╭─ Data provided
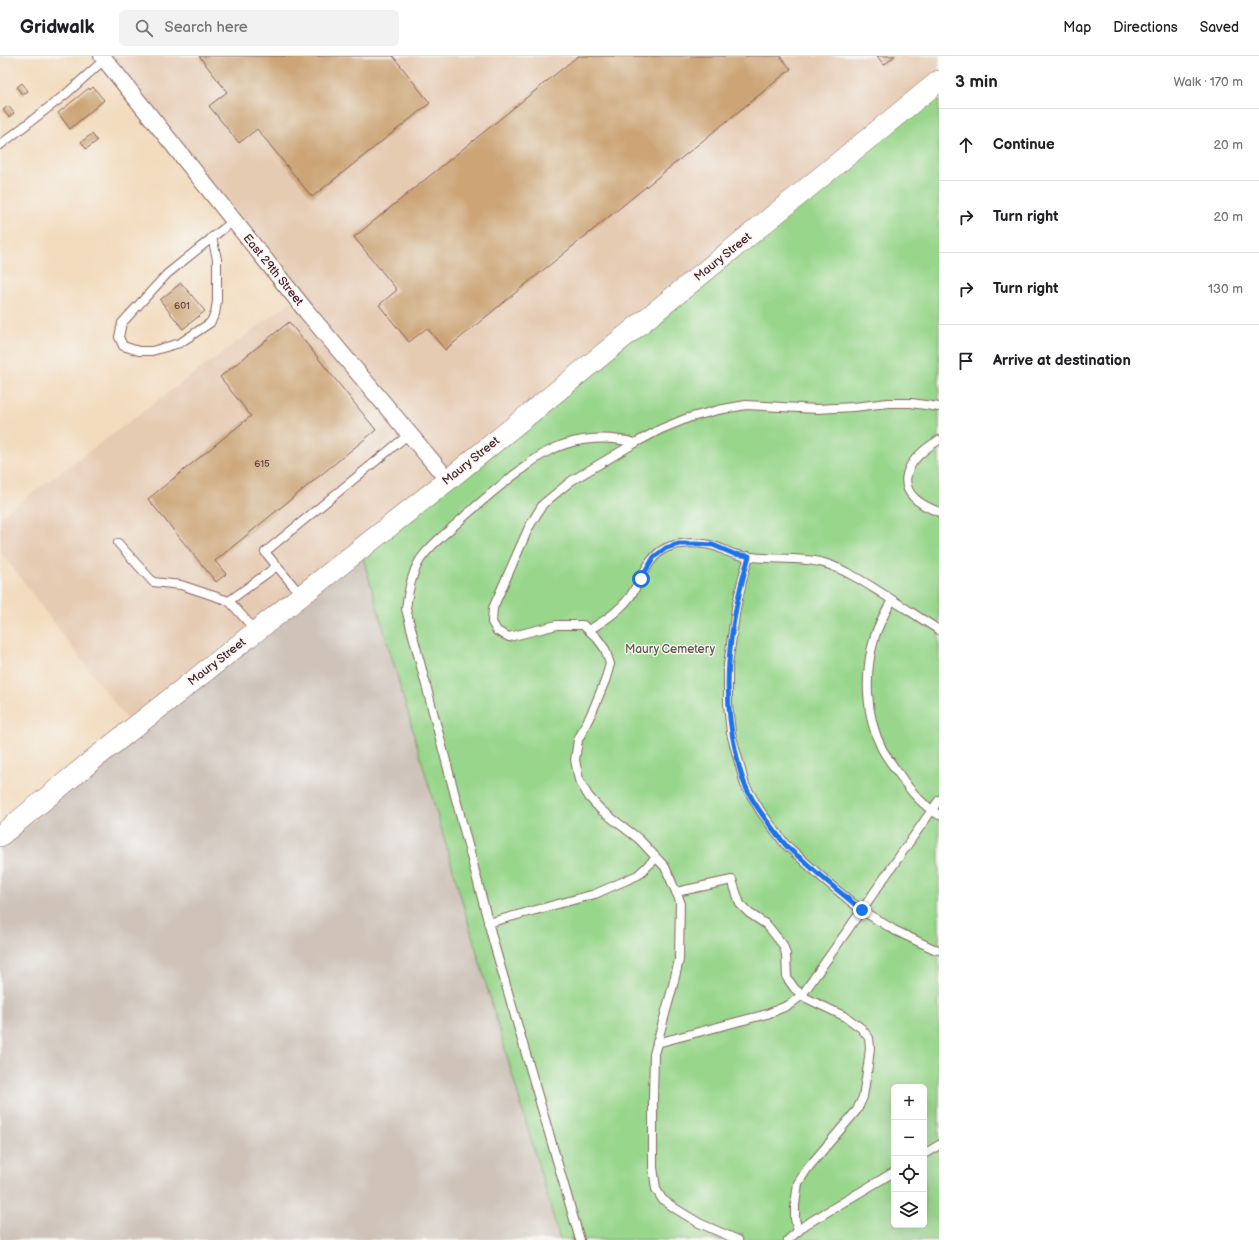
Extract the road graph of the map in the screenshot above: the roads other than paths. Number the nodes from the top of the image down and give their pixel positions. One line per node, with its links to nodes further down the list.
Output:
1 (104, 58): 3 (lane); 4 (street, East 29th Street)
2 (939, 81): 10 (street, Maury Street)
3 (0, 146)
4 (234, 221): 5 (lane); 7 (street, East 29th Street)
5 (212, 237): 5 (lane)
6 (939, 407): 9 (lane)
7 (409, 434): 10 (street, East 29th Street); 14 (lane)
8 (939, 440): 11 (lane)
9 (635, 443): 18 (lane); 27 (lane)
10 (448, 480): 15 (street, Maury Street)
11 (939, 512)
12 (118, 543): 16 (lane)
13 (749, 556): 17 (lane); 18 (lane); 26 (lane)
14 (277, 566): 15 (lane); 16 (lane)
15 (302, 596): 20 (street, Maury Street)
16 (229, 600): 20 (lane)
17 (892, 600): 19 (lane); 22 (lane)
18 (589, 630): 24 (lane)
19 (939, 630)
20 (256, 631): 23 (street, Maury Street)
21 (939, 800): 22 (lane)
22 (935, 813): 26 (lane)
23 (0, 836)
24 (656, 858): 25 (lane); 27 (lane)
25 (676, 892): 29 (lane); 30 (lane)
26 (862, 910): 28 (lane); 29 (lane)
27 (488, 923): 35 (lane)
28 (939, 950)
29 (802, 994): 30 (lane); 34 (lane)
30 (657, 1043): 36 (lane)
31 (939, 1145): 32 (lane)
32 (927, 1152)
33 (891, 1174): 34 (lane)
34 (798, 1231): 37 (lane)
35 (580, 1240)
36 (738, 1240)
37 (788, 1240)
╰─
» Directions for this task
Aside from the pictures, copy all of the entries exactly.

» Response box
Extract the road graph of the map in the screenshot above: the roads other than paths. Number the nodes from the top of the image down and give their pixel positions. One line per node, with its links to nodes further down the list.
Output:
1 (104, 58): 3 (lane); 4 (street, East 29th Street)
2 (939, 81): 10 (street, Maury Street)
3 (0, 146)
4 (234, 221): 5 (lane); 7 (street, East 29th Street)
5 (212, 237): 5 (lane)
6 (939, 407): 9 (lane)
7 (409, 434): 10 (street, East 29th Street); 14 (lane)
8 (939, 440): 11 (lane)
9 (635, 443): 18 (lane); 27 (lane)
10 (448, 480): 15 (street, Maury Street)
11 (939, 512)
12 (118, 543): 16 (lane)
13 (749, 556): 17 (lane); 18 (lane); 26 (lane)
14 (277, 566): 15 (lane); 16 (lane)
15 (302, 596): 20 (street, Maury Street)
16 (229, 600): 20 (lane)
17 (892, 600): 19 (lane); 22 (lane)
18 (589, 630): 24 (lane)
19 (939, 630)
20 (256, 631): 23 (street, Maury Street)
21 (939, 800): 22 (lane)
22 (935, 813): 26 (lane)
23 (0, 836)
24 (656, 858): 25 (lane); 27 (lane)
25 (676, 892): 29 (lane); 30 (lane)
26 (862, 910): 28 (lane); 29 (lane)
27 (488, 923): 35 (lane)
28 (939, 950)
29 (802, 994): 30 (lane); 34 (lane)
30 (657, 1043): 36 (lane)
31 (939, 1145): 32 (lane)
32 (927, 1152)
33 (891, 1174): 34 (lane)
34 (798, 1231): 37 (lane)
35 (580, 1240)
36 (738, 1240)
37 (788, 1240)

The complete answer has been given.